Eastern Cicada Killer (Sphecius speciosus)
Eastern cicada killers are common around our ponds, where females excavate burrows to lay their eggs. As very large wasp (up to 2 inches long) they look terrifying, but are actually quite docile. Unlike the other species in this list, they do not nest in colonies and do not aggressively defend nest sites. Nonetheless, homeowners often kill them out of the misperception of danger. Female cicada killers capture and immobilize cicadas, which they then bury with their eggs to provide food for the developing larvae.
Bumblebee (Bombus sp)
There are many species of bumblebees in New England, all of which predominantly build nests underground. They are typically not as aggressive as wasps and hornets, partly because colony populations are not as large.
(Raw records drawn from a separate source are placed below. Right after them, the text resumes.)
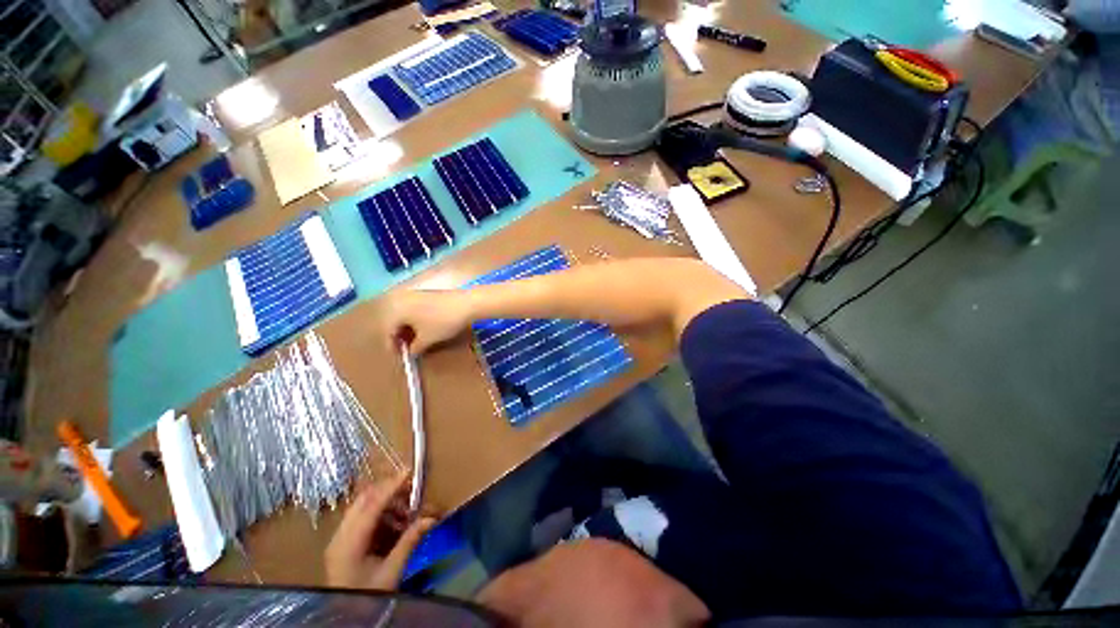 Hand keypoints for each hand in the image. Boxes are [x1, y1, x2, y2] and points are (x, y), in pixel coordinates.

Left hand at [325, 472, 435, 589]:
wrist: (345, 618)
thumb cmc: (369, 596)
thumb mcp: (391, 571)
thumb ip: (410, 541)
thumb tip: (431, 518)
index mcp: (349, 543)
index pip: (371, 506)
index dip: (390, 487)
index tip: (408, 471)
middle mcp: (340, 536)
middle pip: (363, 501)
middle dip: (388, 491)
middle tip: (411, 489)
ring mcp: (338, 539)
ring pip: (362, 507)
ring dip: (385, 503)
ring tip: (407, 512)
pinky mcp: (341, 543)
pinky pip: (360, 518)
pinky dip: (379, 514)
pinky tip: (395, 524)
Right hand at [380, 289, 473, 354]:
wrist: (467, 303)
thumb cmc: (443, 322)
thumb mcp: (427, 339)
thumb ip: (414, 348)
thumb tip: (411, 352)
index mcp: (396, 310)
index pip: (388, 331)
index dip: (393, 346)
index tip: (401, 357)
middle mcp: (401, 299)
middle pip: (395, 321)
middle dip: (401, 337)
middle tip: (409, 349)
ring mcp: (414, 295)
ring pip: (405, 315)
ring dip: (409, 329)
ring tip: (418, 341)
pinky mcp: (426, 294)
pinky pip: (414, 309)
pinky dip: (416, 321)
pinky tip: (425, 329) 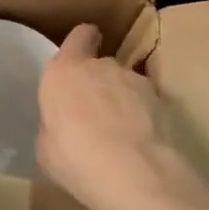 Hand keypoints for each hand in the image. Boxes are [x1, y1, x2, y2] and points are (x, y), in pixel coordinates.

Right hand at [37, 24, 199, 209]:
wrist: (132, 173)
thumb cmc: (74, 158)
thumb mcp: (47, 146)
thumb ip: (54, 124)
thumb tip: (64, 125)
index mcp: (63, 72)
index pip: (79, 36)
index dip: (82, 43)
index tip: (82, 54)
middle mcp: (99, 66)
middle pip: (100, 64)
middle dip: (99, 83)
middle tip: (95, 114)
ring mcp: (133, 80)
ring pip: (126, 82)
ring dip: (123, 99)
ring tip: (122, 132)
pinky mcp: (161, 100)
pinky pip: (147, 101)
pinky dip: (144, 114)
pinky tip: (142, 139) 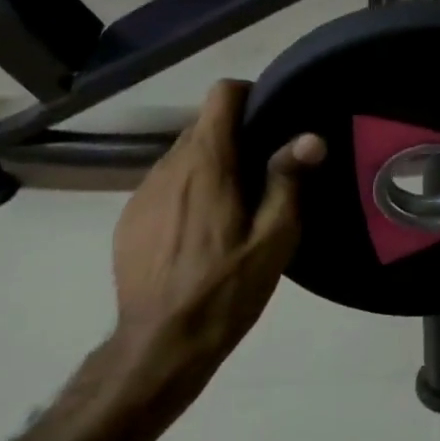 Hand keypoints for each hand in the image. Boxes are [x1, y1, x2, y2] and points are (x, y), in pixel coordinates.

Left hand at [110, 80, 323, 381]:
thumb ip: (288, 182)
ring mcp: (143, 192)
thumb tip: (310, 137)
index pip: (221, 95)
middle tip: (264, 172)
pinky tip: (199, 232)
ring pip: (182, 156)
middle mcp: (169, 166)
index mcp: (207, 164)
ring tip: (234, 204)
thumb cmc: (224, 290)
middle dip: (235, 136)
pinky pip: (164, 185)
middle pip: (204, 125)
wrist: (159, 345)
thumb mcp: (273, 240)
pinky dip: (186, 191)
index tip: (271, 119)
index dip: (249, 95)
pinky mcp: (129, 218)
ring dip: (210, 165) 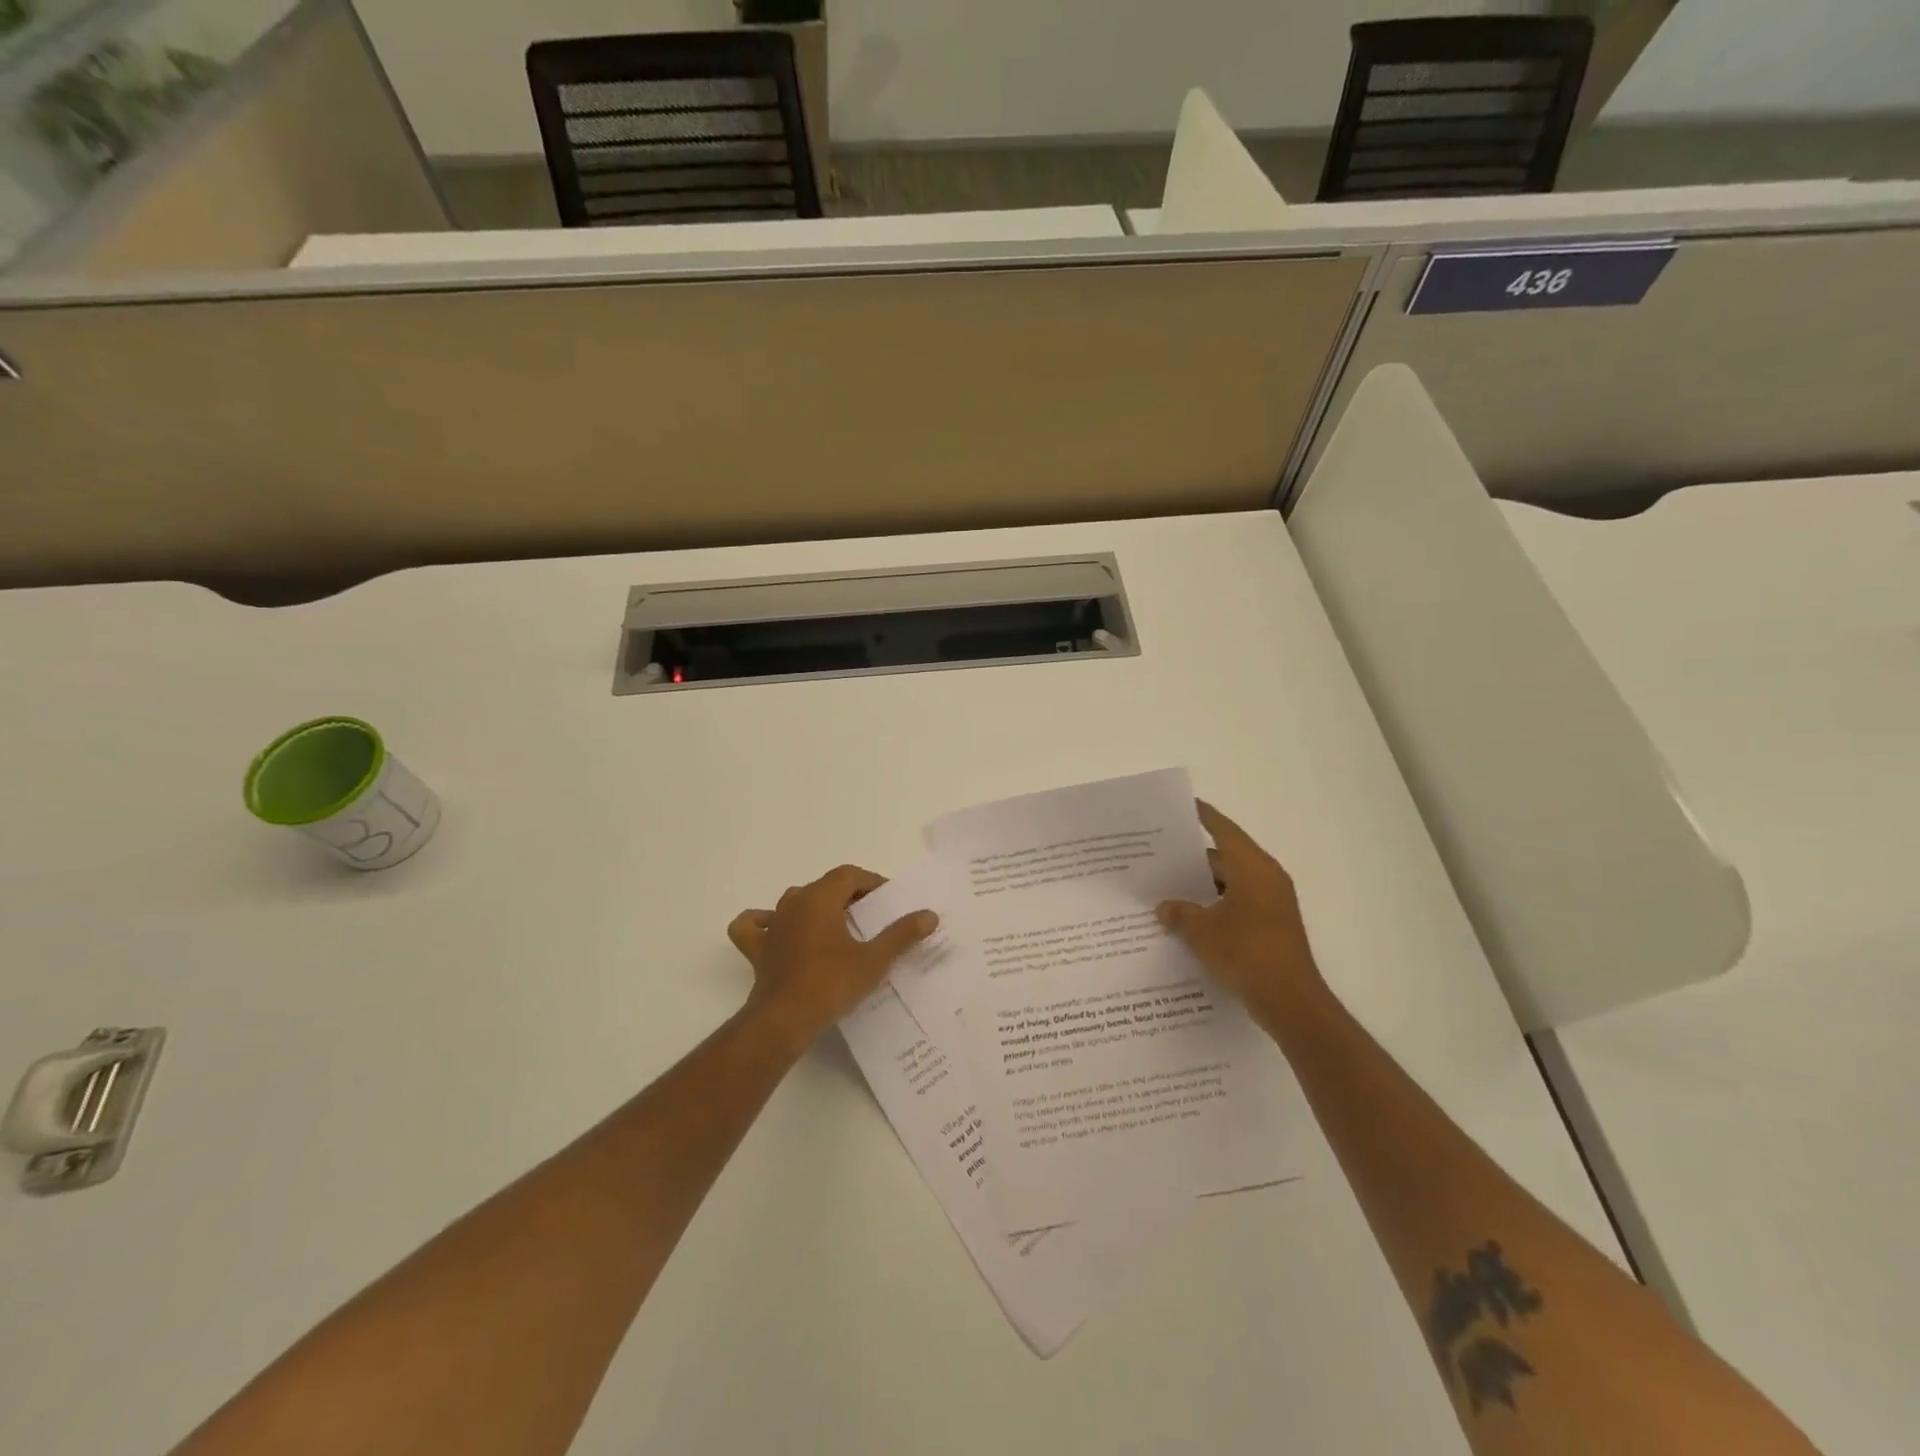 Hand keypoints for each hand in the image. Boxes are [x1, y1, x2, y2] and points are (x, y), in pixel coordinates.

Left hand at [728, 864, 937, 1048]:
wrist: (784, 1020)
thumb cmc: (831, 984)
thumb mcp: (874, 959)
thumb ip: (902, 934)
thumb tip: (929, 915)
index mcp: (820, 898)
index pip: (849, 875)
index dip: (872, 882)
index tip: (890, 901)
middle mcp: (793, 902)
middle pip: (825, 886)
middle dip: (850, 895)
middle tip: (873, 916)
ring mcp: (772, 925)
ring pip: (795, 901)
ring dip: (817, 906)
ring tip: (838, 925)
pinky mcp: (758, 949)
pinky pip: (755, 925)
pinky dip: (764, 923)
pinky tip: (776, 931)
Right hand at [1157, 801, 1325, 1027]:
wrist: (1290, 1001)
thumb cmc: (1246, 952)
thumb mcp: (1202, 931)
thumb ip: (1179, 913)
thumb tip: (1164, 907)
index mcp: (1253, 867)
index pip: (1223, 830)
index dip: (1202, 816)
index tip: (1182, 805)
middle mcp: (1266, 879)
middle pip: (1225, 857)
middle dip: (1193, 858)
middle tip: (1160, 854)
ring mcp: (1272, 905)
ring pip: (1230, 884)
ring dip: (1203, 887)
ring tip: (1166, 888)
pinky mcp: (1271, 928)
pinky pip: (1237, 905)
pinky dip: (1215, 907)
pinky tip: (1188, 919)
Unfortunately, the decline of native bees is correlated with declines in suitable ground nesting habitats, and perhaps the propensity of people to spray them as well.
European Honeybee (Apis mellifera)
Honeybees are not native to North America and colonies are not often encountered in the wild. However, if you do happen across a colony of honeybees in a house or abandoned space, or see a cluster of bees clinging to a wall or tree, you can contact a local beekeeper. With the proper equipment, it is possible to safely collect entire colonies without being stung or resorting to pesticides.